A: It is not you who should be worried. It is all those people with the "tangible reason."
There are two paradigms for conversion in our tradition, Abraham and Ruth. Both of them came to Judaism in the most selfless way, and against the path that logic would have dictated. Abraham came to recognize the oneness of God and the need to listen to God's instruction in spite of the consensus of, literally, the rest of humanity. Ruth, generations later, embraced not only God but the Jewish people (who were not much of a bargain back then, given the way she was treated). There was nothing in it for either of them beyond their own spiritual integrity. We honor both of them by naming every convert the son or daughter of Abraham and by including the declaration of Ruth ("your people is my people, your God is my God...") as part of the ceremony of formal conversion.
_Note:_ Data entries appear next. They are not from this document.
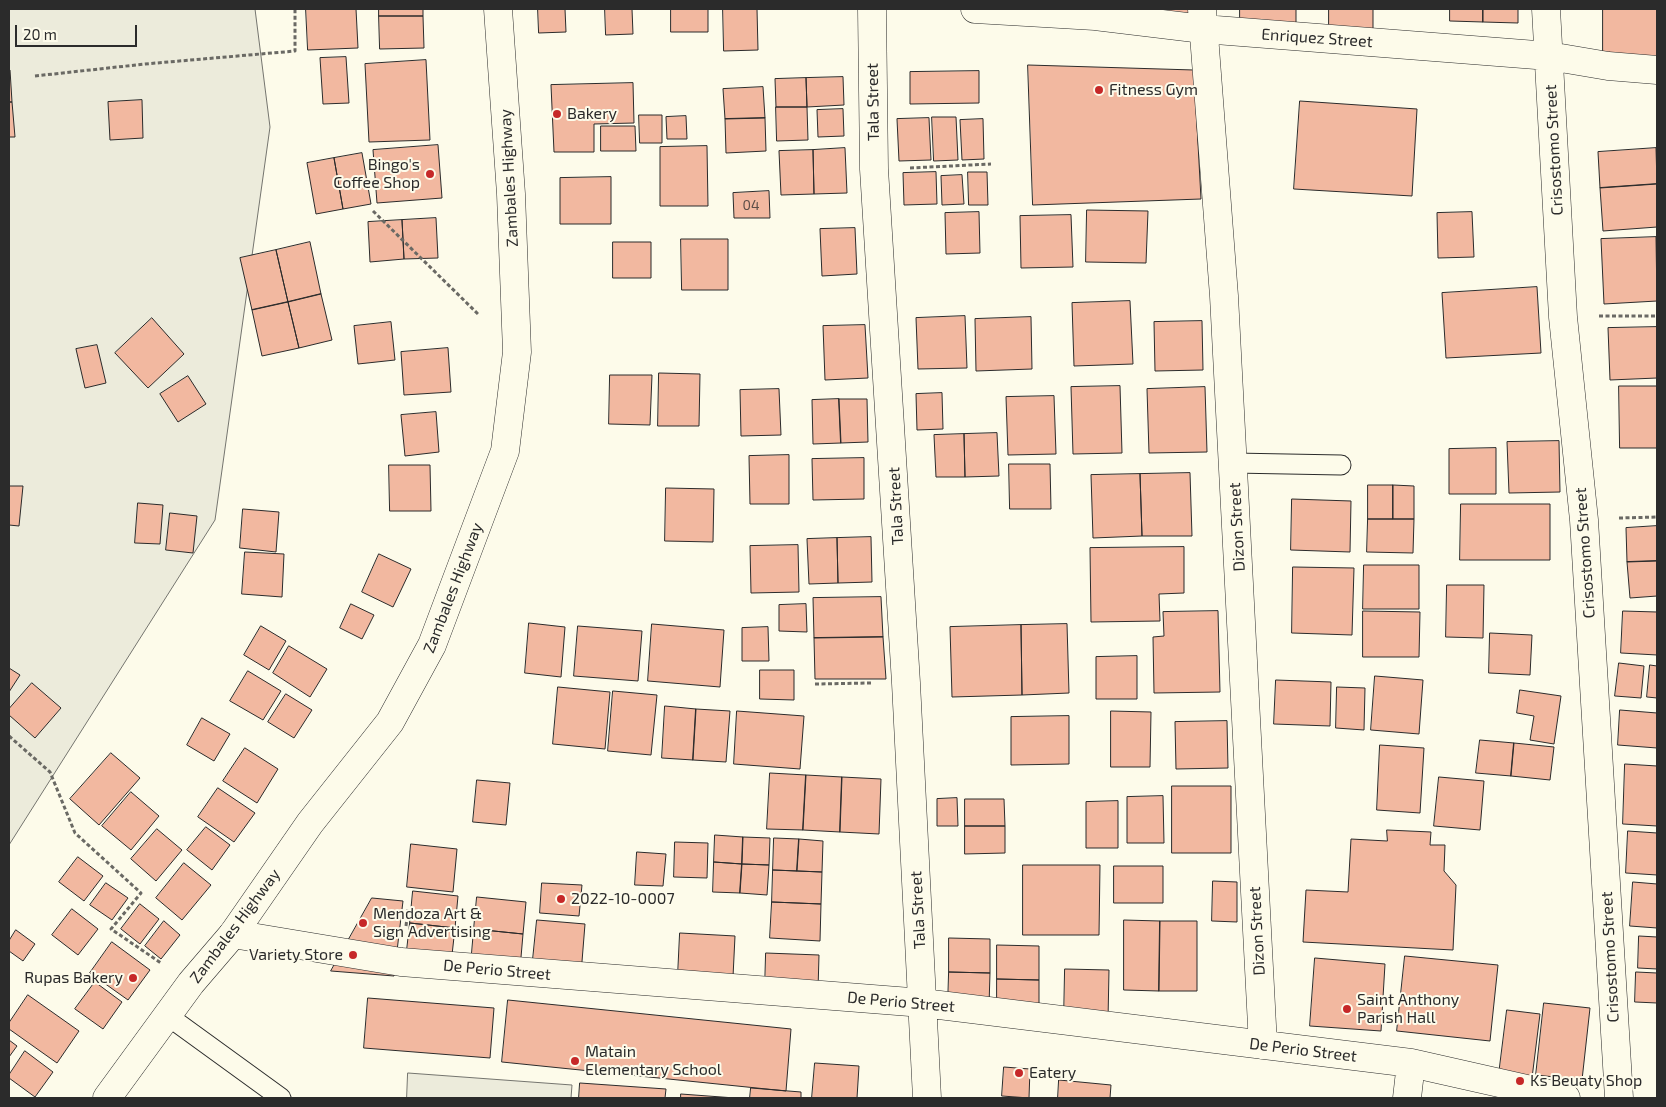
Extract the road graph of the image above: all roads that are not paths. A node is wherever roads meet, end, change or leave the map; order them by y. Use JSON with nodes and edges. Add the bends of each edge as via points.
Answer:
{"nodes":[{"id":1,"x":498,"y":9,"type":"edge"},
{"id":2,"x":872,"y":9,"type":"edge"},
{"id":3,"x":975,"y":9,"type":"edge"},
{"id":4,"x":1546,"y":9,"type":"edge"},
{"id":5,"x":1203,"y":19,"type":"edge"},
{"id":6,"x":1549,"y":56,"type":"junction"},
{"id":7,"x":1657,"y":70,"type":"edge"},
{"id":8,"x":1233,"y":463,"type":"junction"},
{"id":9,"x":1342,"y":465,"type":"dead end"},
{"id":10,"x":233,"y":934,"type":"junction"},
{"id":11,"x":923,"y":1003,"type":"junction"},
{"id":12,"x":168,"y":1016,"type":"junction"},
{"id":13,"x":1262,"y":1045,"type":"junction"},
{"id":14,"x":1412,"y":1063,"type":"junction"},
{"id":15,"x":107,"y":1098,"type":"edge"},
{"id":16,"x":281,"y":1098,"type":"edge"},
{"id":17,"x":927,"y":1098,"type":"edge"},
{"id":18,"x":1406,"y":1098,"type":"edge"},
{"id":19,"x":1566,"y":1098,"type":"edge"},
{"id":20,"x":1619,"y":1098,"type":"edge"}],
"edges":[{"from":1,"to":10,"type":"street","name":"Zambales Highway","via":[[511,194],[517,352],[505,451],[432,646],[390,722],[310,823]]},
{"from":2,"to":11,"type":"street","name":"Tala Street","via":[[874,169]]},
{"from":3,"to":5,"type":"street","name":"Enriquez Street"},
{"from":4,"to":6,"type":"street","name":"Crisostomo Street"},
{"from":5,"to":6,"type":"street","name":"Enriquez Street"},
{"from":5,"to":8,"type":"street","name":"Dizon Street"},
{"from":6,"to":7,"type":"street","name":"Enriquez Street"},
{"from":6,"to":20,"type":"street","name":"Crisostomo Street","via":[[1563,317],[1584,520]]},
{"from":8,"to":9,"type":"lane"},
{"from":8,"to":13,"type":"street","name":"Dizon Street"},
{"from":10,"to":11,"type":"street","name":"De Perio Street","via":[[401,962]]},
{"from":10,"to":12,"type":"street","name":"Zambales Highway"},
{"from":11,"to":13,"type":"street","name":"De Perio Street"},
{"from":11,"to":17,"type":"street","name":"Tala Street"},
{"from":12,"to":15,"type":"street","name":"Zambales Highway"},
{"from":12,"to":16,"type":"lane"},
{"from":13,"to":14,"type":"street","name":"De Perio Street"},
{"from":14,"to":18,"type":"street"},
{"from":14,"to":19,"type":"street","name":"De Perio Street"}]}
A Bet Din is charged with the responsibility of determining that the candidate is making an informed and voluntary decision to become obligated to the responsibilities of our covenant with God. No rabbi I know will bring a person to a Bet Din unless s/he is convinced of the candidates sincerity, preparedness and enthusiasm. If your studies continue to take you down this path, you will find the Bet Din and immersion to be simply a formalization of the transformation that has already taken place within.
Obviously, you have a rabbi who is advising you. Perhaps it is even the instructor of the class. Share this question with him or her. It might be worth addressing for everyone.
A wise colleague of mine once told a prospective convert, "There are many reasons people begin to study toward conversion, but there is only one reason to convert: because you cannot imagine yourself as anything other than a Jew."
May your current conviction continue to inspire you. And may the Jewish people be blessed to benefit from your pure devotion.